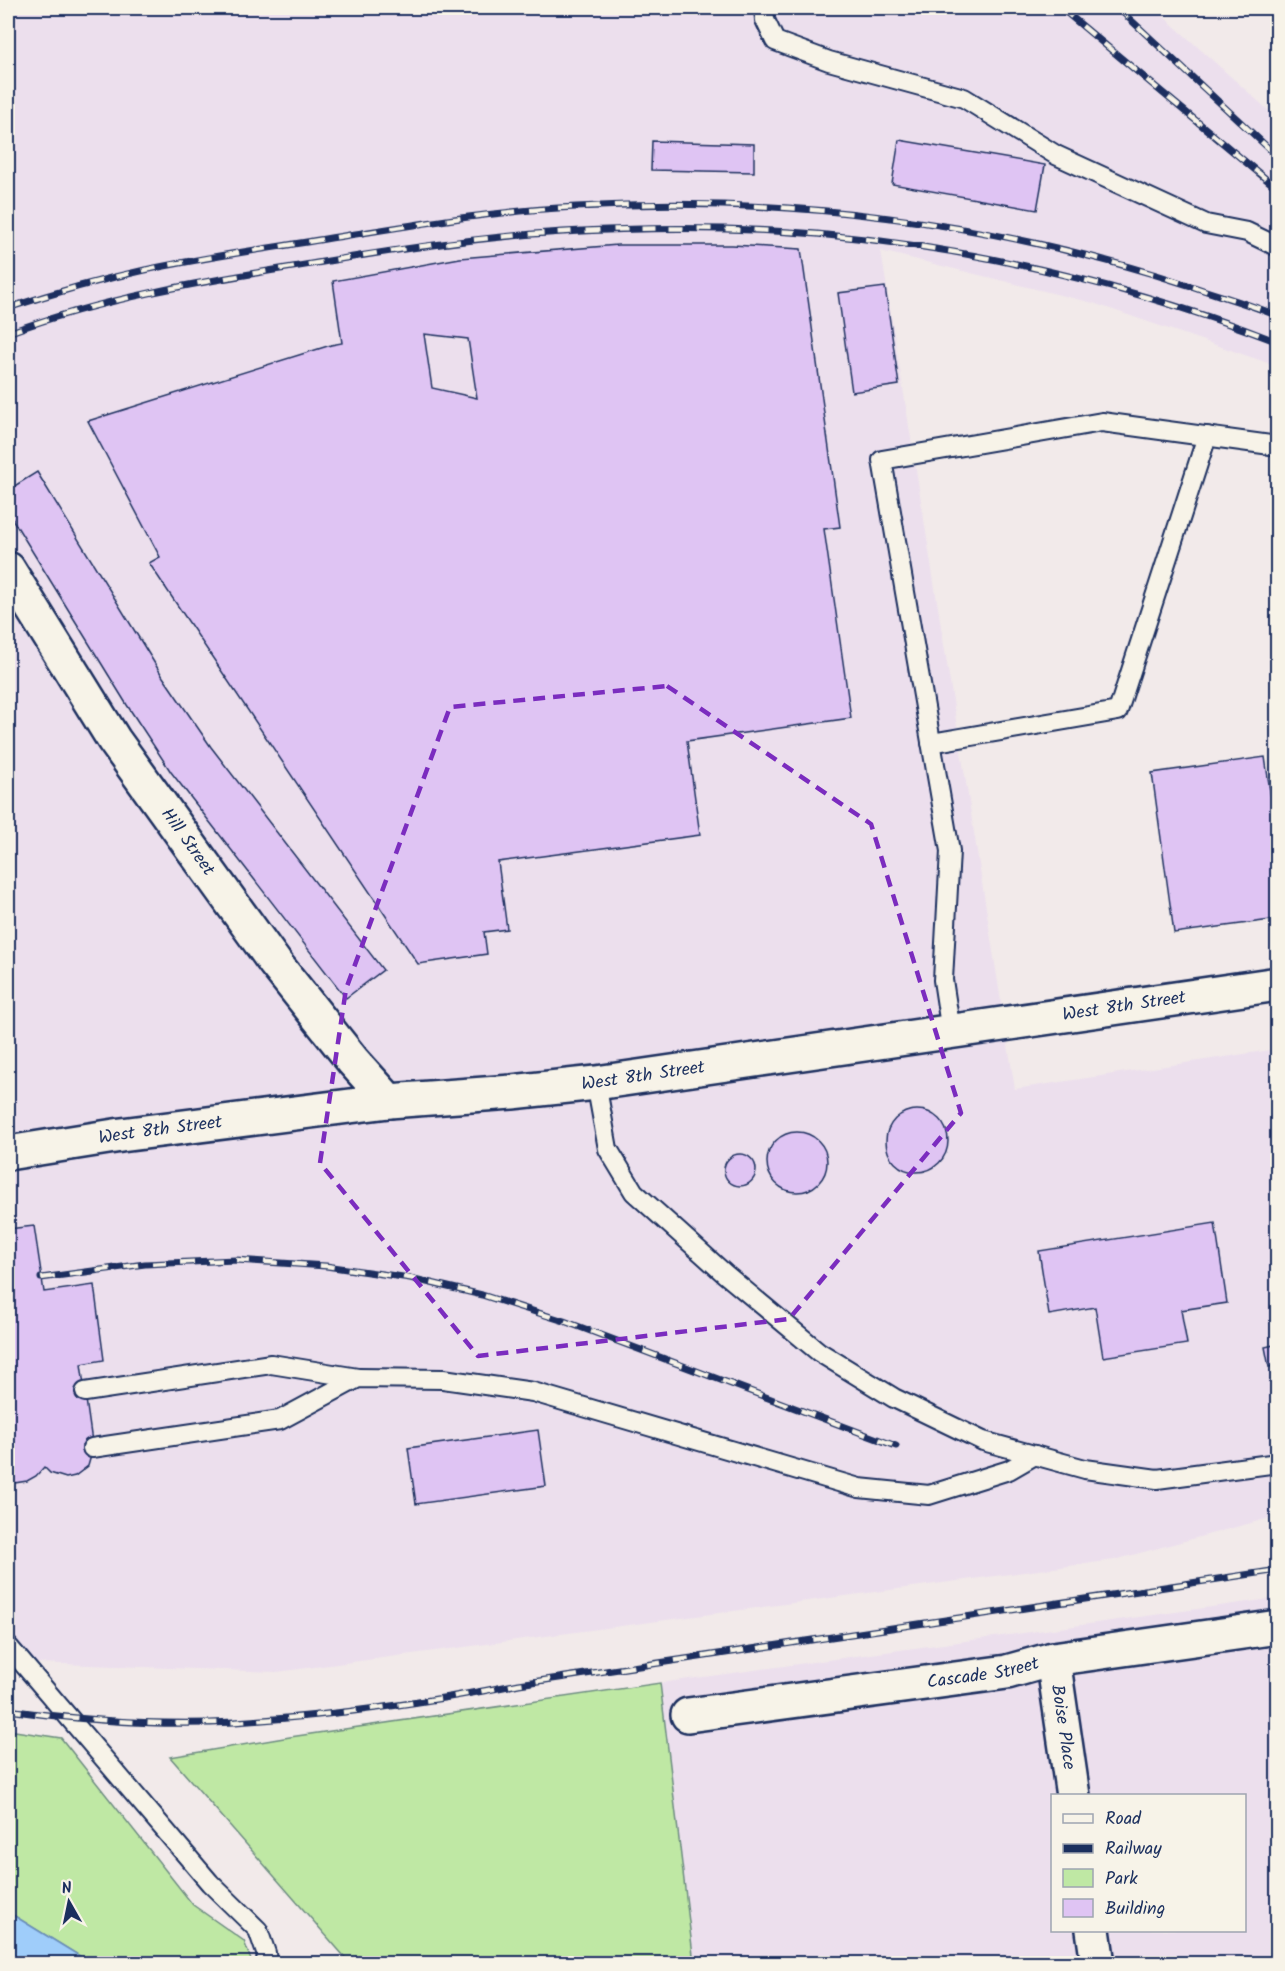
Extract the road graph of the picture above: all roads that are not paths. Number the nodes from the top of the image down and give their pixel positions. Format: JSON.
{"nodes":[{"id":1,"x":764,"y":8,"type":"edge"},
{"id":2,"x":1278,"y":247,"type":"edge"},
{"id":3,"x":1207,"y":436,"type":"junction"},
{"id":4,"x":1278,"y":446,"type":"edge"},
{"id":5,"x":8,"y":569,"type":"edge"},
{"id":6,"x":931,"y":743,"type":"junction"},
{"id":7,"x":1278,"y":984,"type":"edge"},
{"id":8,"x":951,"y":1032,"type":"junction"},
{"id":9,"x":596,"y":1083,"type":"junction"},
{"id":10,"x":389,"y":1101,"type":"junction"},
{"id":11,"x":8,"y":1153,"type":"edge"},
{"id":12,"x":358,"y":1378,"type":"junction"},
{"id":13,"x":85,"y":1392,"type":"dead end"},
{"id":14,"x":92,"y":1448,"type":"dead end"},
{"id":15,"x":1035,"y":1455,"type":"junction"},
{"id":16,"x":1278,"y":1463,"type":"edge"},
{"id":17,"x":1278,"y":1627,"type":"edge"},
{"id":18,"x":8,"y":1646,"type":"edge"},
{"id":19,"x":1053,"y":1659,"type":"junction"},
{"id":20,"x":688,"y":1715,"type":"dead end"},
{"id":21,"x":1073,"y":1794,"type":"edge"},
{"id":22,"x":1093,"y":1932,"type":"edge"},
{"id":23,"x":267,"y":1964,"type":"edge"},
{"id":24,"x":1098,"y":1964,"type":"edge"}],
"edges":[{"from":1,"to":2,"type":"lane"},
{"from":3,"to":4,"type":"lane"},
{"from":3,"to":6,"type":"lane"},
{"from":3,"to":6,"type":"lane"},
{"from":5,"to":10,"type":"street","name":"Hill Street"},
{"from":6,"to":8,"type":"lane"},
{"from":7,"to":8,"type":"street","name":"West 8th Street"},
{"from":8,"to":9,"type":"street","name":"West 8th Street"},
{"from":9,"to":10,"type":"street","name":"West 8th Street"},
{"from":9,"to":15,"type":"lane"},
{"from":10,"to":11,"type":"street","name":"West 8th Street"},
{"from":12,"to":13,"type":"lane"},
{"from":12,"to":14,"type":"lane"},
{"from":12,"to":15,"type":"lane"},
{"from":15,"to":16,"type":"lane"},
{"from":17,"to":19,"type":"street","name":"Cascade Street"},
{"from":18,"to":23,"type":"lane"},
{"from":19,"to":20,"type":"street","name":"Cascade Street"},
{"from":19,"to":21,"type":"street","name":"Boise Place"},
{"from":22,"to":24,"type":"street"}]}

********

§ Assignment: The data above must be given again in full and unaltered, minus its images.

§ Exercise answer:
Extract the road graph of the picture above: all roads that are not paths. Number the nodes from the top of the image down and give their pixel positions. Format: JSON.
{"nodes":[{"id":1,"x":764,"y":8,"type":"edge"},
{"id":2,"x":1278,"y":247,"type":"edge"},
{"id":3,"x":1207,"y":436,"type":"junction"},
{"id":4,"x":1278,"y":446,"type":"edge"},
{"id":5,"x":8,"y":569,"type":"edge"},
{"id":6,"x":931,"y":743,"type":"junction"},
{"id":7,"x":1278,"y":984,"type":"edge"},
{"id":8,"x":951,"y":1032,"type":"junction"},
{"id":9,"x":596,"y":1083,"type":"junction"},
{"id":10,"x":389,"y":1101,"type":"junction"},
{"id":11,"x":8,"y":1153,"type":"edge"},
{"id":12,"x":358,"y":1378,"type":"junction"},
{"id":13,"x":85,"y":1392,"type":"dead end"},
{"id":14,"x":92,"y":1448,"type":"dead end"},
{"id":15,"x":1035,"y":1455,"type":"junction"},
{"id":16,"x":1278,"y":1463,"type":"edge"},
{"id":17,"x":1278,"y":1627,"type":"edge"},
{"id":18,"x":8,"y":1646,"type":"edge"},
{"id":19,"x":1053,"y":1659,"type":"junction"},
{"id":20,"x":688,"y":1715,"type":"dead end"},
{"id":21,"x":1073,"y":1794,"type":"edge"},
{"id":22,"x":1093,"y":1932,"type":"edge"},
{"id":23,"x":267,"y":1964,"type":"edge"},
{"id":24,"x":1098,"y":1964,"type":"edge"}],
"edges":[{"from":1,"to":2,"type":"lane"},
{"from":3,"to":4,"type":"lane"},
{"from":3,"to":6,"type":"lane"},
{"from":3,"to":6,"type":"lane"},
{"from":5,"to":10,"type":"street","name":"Hill Street"},
{"from":6,"to":8,"type":"lane"},
{"from":7,"to":8,"type":"street","name":"West 8th Street"},
{"from":8,"to":9,"type":"street","name":"West 8th Street"},
{"from":9,"to":10,"type":"street","name":"West 8th Street"},
{"from":9,"to":15,"type":"lane"},
{"from":10,"to":11,"type":"street","name":"West 8th Street"},
{"from":12,"to":13,"type":"lane"},
{"from":12,"to":14,"type":"lane"},
{"from":12,"to":15,"type":"lane"},
{"from":15,"to":16,"type":"lane"},
{"from":17,"to":19,"type":"street","name":"Cascade Street"},
{"from":18,"to":23,"type":"lane"},
{"from":19,"to":20,"type":"street","name":"Cascade Street"},
{"from":19,"to":21,"type":"street","name":"Boise Place"},
{"from":22,"to":24,"type":"street"}]}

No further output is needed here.